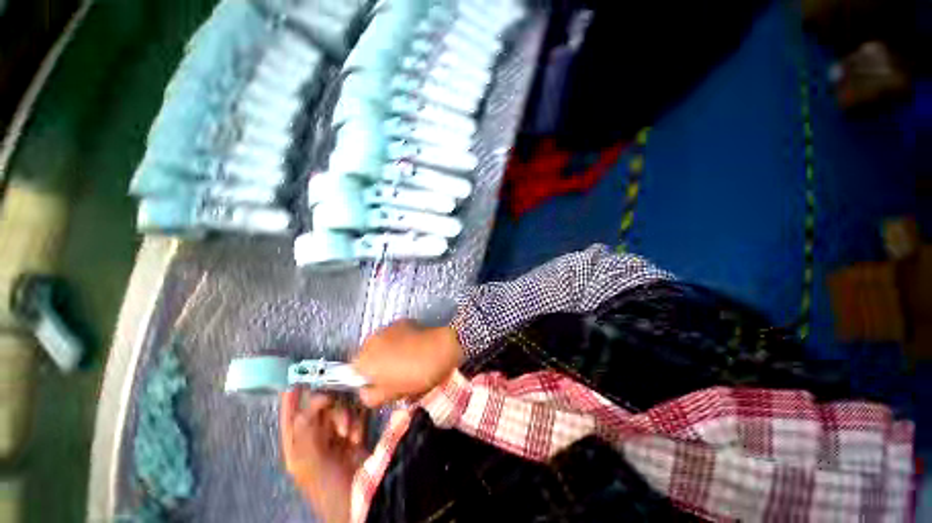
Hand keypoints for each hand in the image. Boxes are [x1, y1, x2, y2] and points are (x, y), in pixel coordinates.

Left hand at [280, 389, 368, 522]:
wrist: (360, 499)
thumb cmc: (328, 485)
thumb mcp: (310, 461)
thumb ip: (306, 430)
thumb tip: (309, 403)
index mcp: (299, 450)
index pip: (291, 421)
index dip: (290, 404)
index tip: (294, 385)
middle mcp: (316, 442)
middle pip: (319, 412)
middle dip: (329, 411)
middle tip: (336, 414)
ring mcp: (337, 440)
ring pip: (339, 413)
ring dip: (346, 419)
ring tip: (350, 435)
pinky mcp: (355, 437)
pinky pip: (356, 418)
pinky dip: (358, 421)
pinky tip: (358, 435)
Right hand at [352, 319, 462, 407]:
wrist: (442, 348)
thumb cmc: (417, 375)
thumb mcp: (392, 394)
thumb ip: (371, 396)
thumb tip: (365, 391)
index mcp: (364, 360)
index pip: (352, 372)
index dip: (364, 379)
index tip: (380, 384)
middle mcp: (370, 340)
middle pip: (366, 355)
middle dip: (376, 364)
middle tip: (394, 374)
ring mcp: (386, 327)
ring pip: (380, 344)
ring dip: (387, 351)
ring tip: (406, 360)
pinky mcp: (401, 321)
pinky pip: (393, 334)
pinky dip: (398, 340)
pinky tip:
━━━━━━━━
== Assignment ==
None of the pictures belong in the copy; repeat all other material exactly.

== Expected answer ==
Hand keypoints for each hand in the image. Boxes are [x1, y1, x2, y2] and points are (x, y), in pixel coordinates.

Left hand at [280, 389, 368, 522]:
wrist: (360, 499)
thumb cmc: (328, 485)
thumb mcp: (310, 461)
thumb ip: (306, 430)
thumb tip: (309, 403)
index mcp: (299, 450)
index pip: (291, 421)
index dip: (290, 404)
index tip: (294, 385)
middle mcp: (316, 442)
middle pip: (319, 412)
middle dip: (329, 411)
middle tip: (336, 414)
ring mcp: (337, 440)
ring pip: (339, 413)
ring dip: (346, 419)
ring tip: (350, 435)
pinky mcp: (355, 437)
pinky pip: (356, 418)
pinky dip: (358, 421)
pinky tip: (358, 435)
Right hand at [352, 319, 462, 407]:
wrist: (442, 348)
thumb cmc: (417, 375)
thumb mcp: (392, 394)
thumb ip: (371, 396)
thumb tip: (365, 391)
index mcp: (364, 360)
index pip: (352, 372)
index dip: (364, 379)
index tip: (380, 384)
middle mcp: (370, 340)
middle pip: (366, 355)
middle dip: (376, 364)
middle tip: (394, 374)
ring mcp: (386, 327)
ring pip: (380, 344)
ring dip: (387, 351)
ring tip: (406, 360)
pinky mcp: (401, 321)
pinky pip: (393, 334)
pinky dip: (398, 340)
pinky tip:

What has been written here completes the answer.